* **WHAT THE EXERCISE ASKS**
What you print should match the entries exactly, only without the pictures.

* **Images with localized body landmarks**
________________

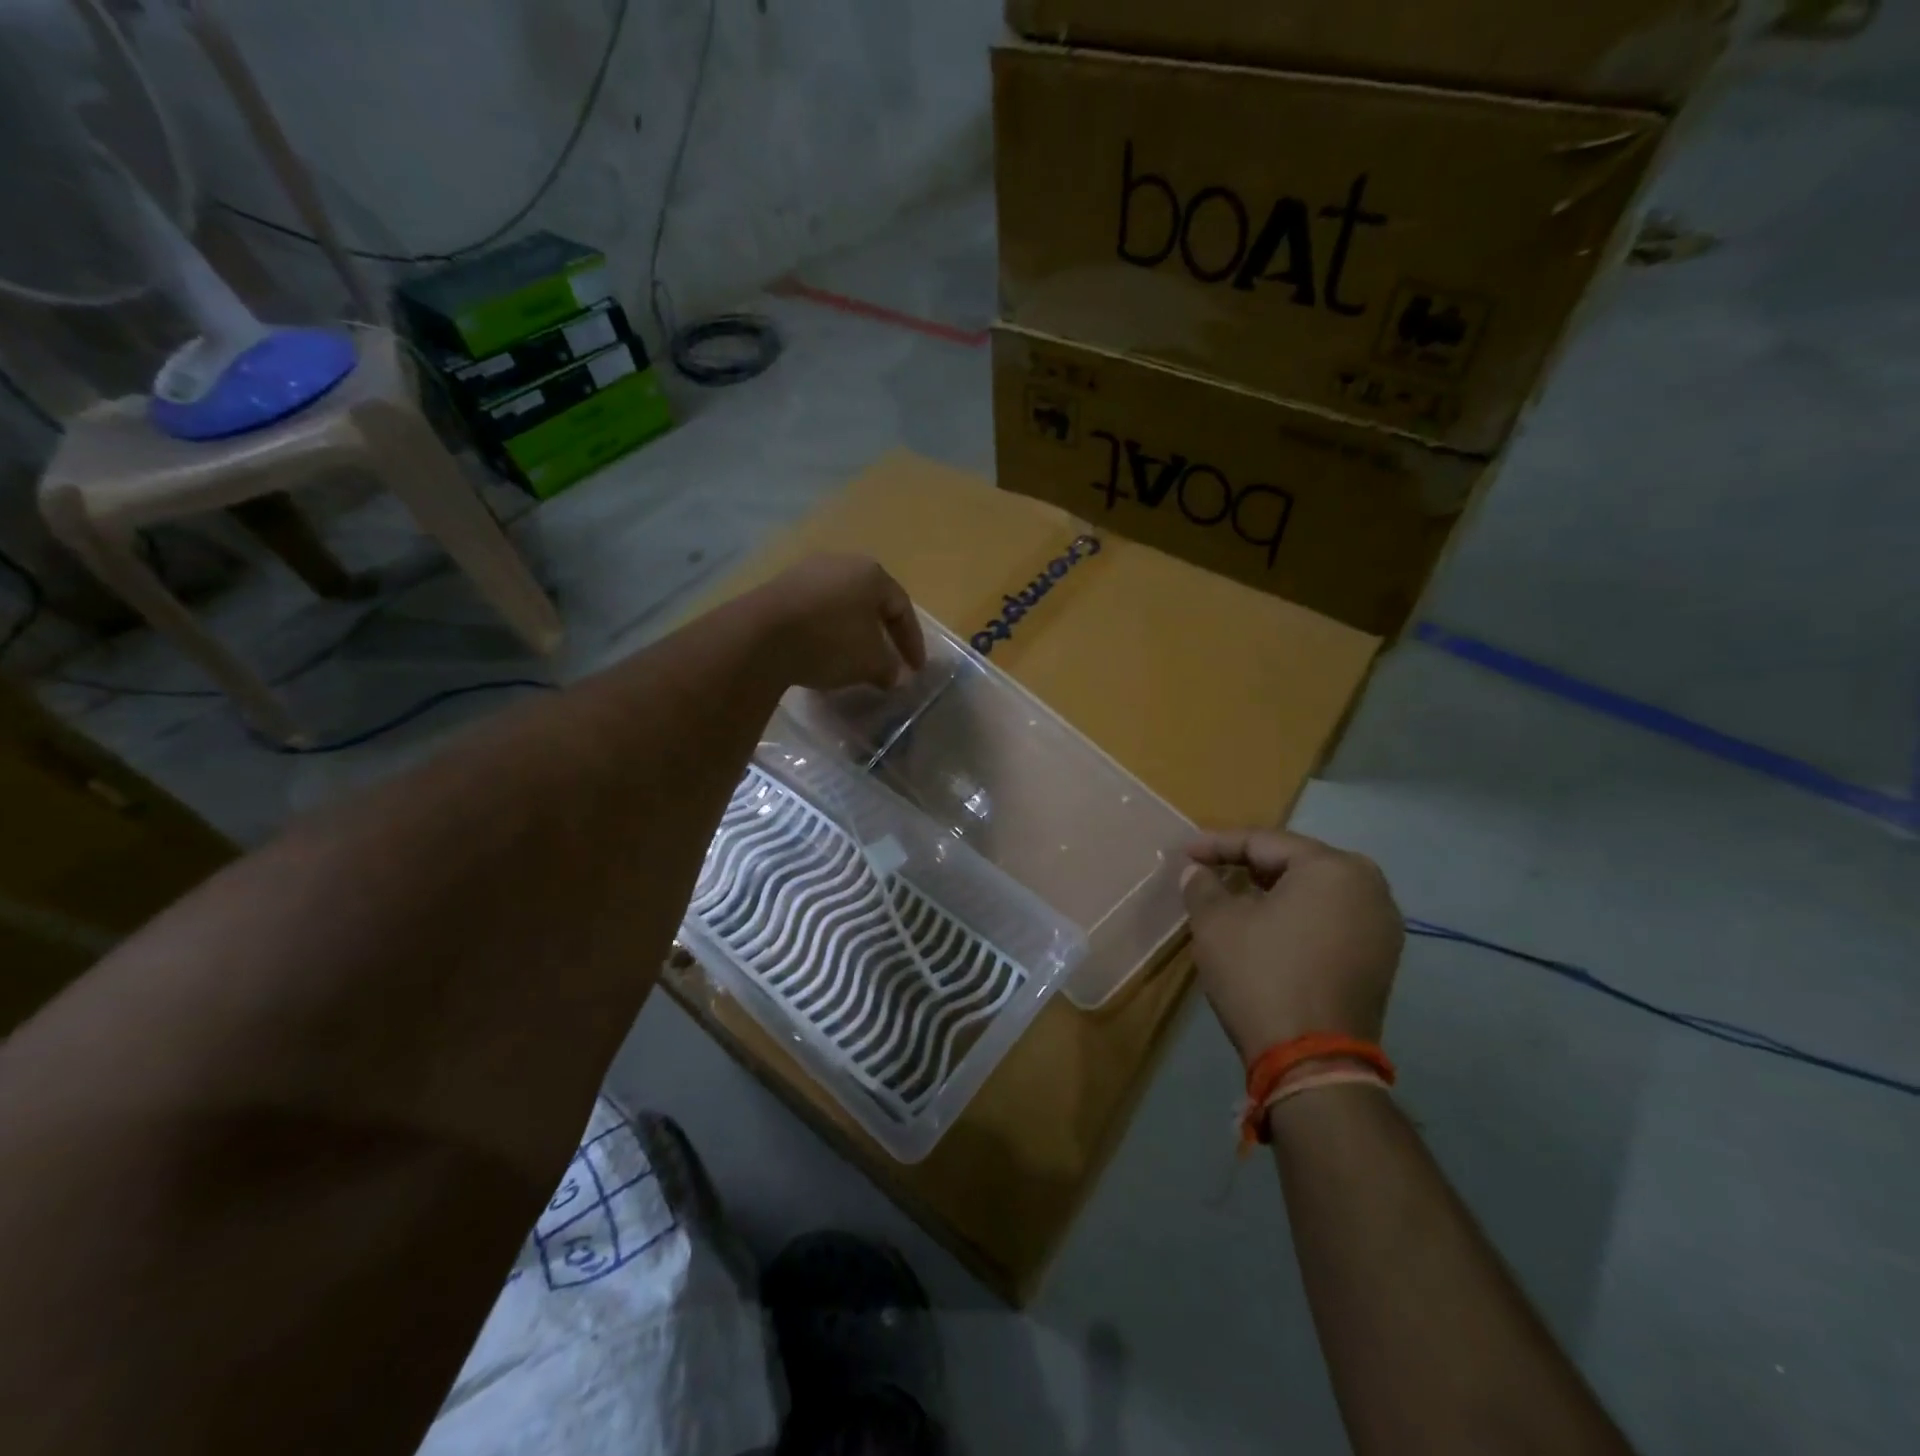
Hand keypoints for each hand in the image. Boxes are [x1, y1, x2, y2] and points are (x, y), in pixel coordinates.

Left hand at [747, 554, 927, 691]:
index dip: (912, 642)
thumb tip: (894, 676)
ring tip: (853, 661)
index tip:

________________

* **ANSWER TO THIS PROBLEM**
Hand keypoints for each hand in the image. Boxes are [x1, y1, x2, y2] and points are (x, y), in pixel coordinates.

Left hand at [747, 554, 927, 691]:
index dip: (912, 642)
thumb tip: (894, 676)
ring tip: (853, 661)
index tip:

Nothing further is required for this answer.